### Assigned task
Gather every line below where "main" appears.

(Data supplied begins)

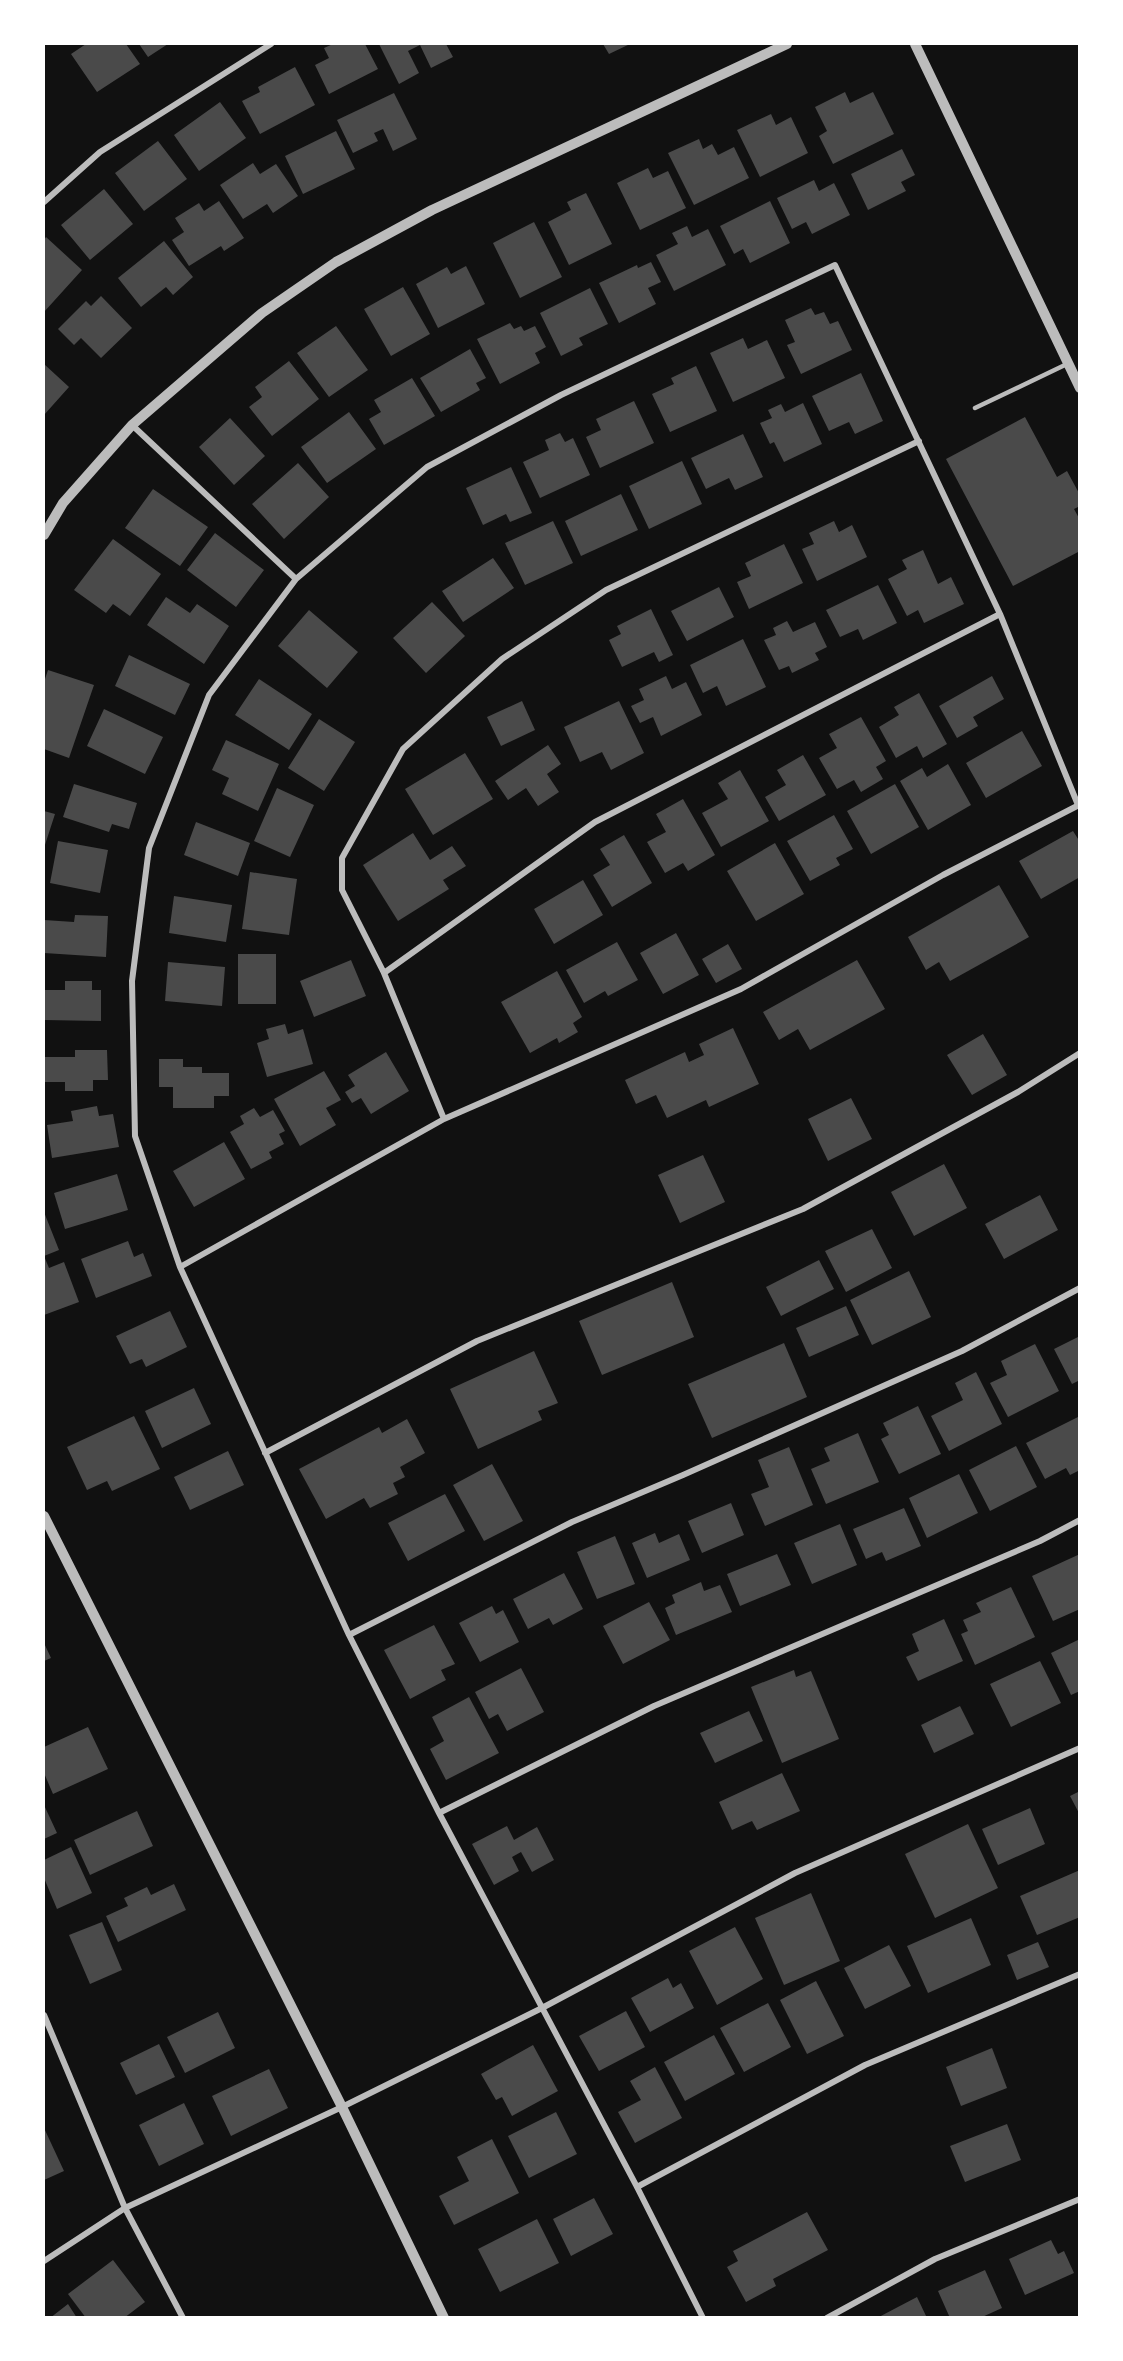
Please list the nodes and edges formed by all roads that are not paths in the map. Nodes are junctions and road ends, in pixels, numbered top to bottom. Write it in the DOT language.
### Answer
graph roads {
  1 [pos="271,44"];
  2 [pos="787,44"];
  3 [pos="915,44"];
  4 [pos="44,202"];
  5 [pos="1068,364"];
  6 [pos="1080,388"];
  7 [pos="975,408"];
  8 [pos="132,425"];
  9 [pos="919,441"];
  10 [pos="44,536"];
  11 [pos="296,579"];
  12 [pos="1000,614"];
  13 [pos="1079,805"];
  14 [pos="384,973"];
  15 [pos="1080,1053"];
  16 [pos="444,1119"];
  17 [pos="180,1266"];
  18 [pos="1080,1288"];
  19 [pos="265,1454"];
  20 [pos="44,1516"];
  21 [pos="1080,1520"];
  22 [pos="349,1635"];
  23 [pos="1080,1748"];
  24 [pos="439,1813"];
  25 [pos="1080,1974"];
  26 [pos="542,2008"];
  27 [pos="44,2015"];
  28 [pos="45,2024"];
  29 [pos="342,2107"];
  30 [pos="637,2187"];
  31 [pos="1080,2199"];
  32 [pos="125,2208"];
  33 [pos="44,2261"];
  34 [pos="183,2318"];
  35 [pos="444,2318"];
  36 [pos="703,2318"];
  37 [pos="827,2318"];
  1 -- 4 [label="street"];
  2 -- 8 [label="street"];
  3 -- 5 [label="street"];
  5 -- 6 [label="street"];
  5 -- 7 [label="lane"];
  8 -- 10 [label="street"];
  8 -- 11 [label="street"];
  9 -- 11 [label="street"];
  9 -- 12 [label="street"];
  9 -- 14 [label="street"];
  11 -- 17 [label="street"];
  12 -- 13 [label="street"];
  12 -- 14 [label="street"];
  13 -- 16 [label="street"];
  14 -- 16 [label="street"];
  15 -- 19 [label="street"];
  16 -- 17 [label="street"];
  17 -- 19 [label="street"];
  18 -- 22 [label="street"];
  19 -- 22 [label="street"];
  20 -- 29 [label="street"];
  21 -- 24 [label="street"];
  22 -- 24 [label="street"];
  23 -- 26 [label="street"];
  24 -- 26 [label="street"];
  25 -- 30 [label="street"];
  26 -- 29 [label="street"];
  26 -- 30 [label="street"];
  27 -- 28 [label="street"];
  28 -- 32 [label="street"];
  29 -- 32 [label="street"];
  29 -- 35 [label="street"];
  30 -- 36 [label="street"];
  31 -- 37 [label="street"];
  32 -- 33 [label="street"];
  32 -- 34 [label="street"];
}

(Data supplied ends)
(Data supplied begins)

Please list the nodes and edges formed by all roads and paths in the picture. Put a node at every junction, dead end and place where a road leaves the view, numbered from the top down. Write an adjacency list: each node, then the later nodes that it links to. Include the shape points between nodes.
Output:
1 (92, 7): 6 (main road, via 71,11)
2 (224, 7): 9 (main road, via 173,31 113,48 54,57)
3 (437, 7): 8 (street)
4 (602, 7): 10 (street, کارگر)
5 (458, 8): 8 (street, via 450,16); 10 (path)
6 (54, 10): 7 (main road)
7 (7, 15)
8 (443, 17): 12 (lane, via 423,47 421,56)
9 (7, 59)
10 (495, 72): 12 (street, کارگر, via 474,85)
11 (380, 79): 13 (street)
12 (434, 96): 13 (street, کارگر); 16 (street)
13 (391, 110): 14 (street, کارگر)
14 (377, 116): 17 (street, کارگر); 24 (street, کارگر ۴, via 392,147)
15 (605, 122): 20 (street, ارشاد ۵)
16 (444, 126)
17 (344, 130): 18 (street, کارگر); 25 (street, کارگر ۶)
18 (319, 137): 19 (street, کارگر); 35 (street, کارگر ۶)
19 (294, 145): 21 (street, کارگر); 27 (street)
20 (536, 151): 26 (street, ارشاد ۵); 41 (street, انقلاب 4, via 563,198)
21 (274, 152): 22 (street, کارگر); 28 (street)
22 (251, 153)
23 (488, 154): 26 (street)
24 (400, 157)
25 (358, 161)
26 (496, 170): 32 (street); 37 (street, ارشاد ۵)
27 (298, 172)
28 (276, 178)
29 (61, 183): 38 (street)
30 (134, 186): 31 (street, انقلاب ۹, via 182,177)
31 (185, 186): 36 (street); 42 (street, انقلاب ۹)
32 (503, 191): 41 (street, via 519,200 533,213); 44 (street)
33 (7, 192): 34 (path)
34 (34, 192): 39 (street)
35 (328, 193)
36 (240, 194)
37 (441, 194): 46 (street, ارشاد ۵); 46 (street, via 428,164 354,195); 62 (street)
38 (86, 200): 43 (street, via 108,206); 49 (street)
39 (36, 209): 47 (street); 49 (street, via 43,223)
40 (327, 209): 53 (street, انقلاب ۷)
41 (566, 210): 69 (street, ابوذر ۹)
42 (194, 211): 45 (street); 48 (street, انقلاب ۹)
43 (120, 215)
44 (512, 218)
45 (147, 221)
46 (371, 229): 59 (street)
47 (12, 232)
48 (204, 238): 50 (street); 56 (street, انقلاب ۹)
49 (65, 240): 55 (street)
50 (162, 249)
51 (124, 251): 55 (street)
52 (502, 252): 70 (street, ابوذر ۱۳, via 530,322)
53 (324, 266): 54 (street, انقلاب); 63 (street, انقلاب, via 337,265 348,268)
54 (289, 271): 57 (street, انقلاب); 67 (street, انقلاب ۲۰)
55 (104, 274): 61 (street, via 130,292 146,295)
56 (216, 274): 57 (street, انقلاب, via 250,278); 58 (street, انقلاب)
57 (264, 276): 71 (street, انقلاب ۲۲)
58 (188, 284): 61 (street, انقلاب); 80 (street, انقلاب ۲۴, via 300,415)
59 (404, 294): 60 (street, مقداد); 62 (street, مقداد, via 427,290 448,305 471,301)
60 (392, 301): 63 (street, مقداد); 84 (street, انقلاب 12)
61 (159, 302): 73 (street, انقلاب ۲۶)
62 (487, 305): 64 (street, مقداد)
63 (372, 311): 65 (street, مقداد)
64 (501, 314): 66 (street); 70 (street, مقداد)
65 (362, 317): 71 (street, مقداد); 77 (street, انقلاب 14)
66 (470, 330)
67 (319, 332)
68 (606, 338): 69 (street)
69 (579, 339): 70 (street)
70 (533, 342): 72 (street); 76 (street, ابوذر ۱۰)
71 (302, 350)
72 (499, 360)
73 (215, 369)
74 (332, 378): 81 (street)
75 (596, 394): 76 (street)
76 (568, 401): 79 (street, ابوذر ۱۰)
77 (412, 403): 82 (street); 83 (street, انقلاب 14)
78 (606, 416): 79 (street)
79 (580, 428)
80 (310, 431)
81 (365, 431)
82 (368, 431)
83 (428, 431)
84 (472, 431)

(Data supplied ends)

### Answer to this task
1 (92, 7): 6 (main road, via 71,11)
2 (224, 7): 9 (main road, via 173,31 113,48 54,57)
6 (54, 10): 7 (main road)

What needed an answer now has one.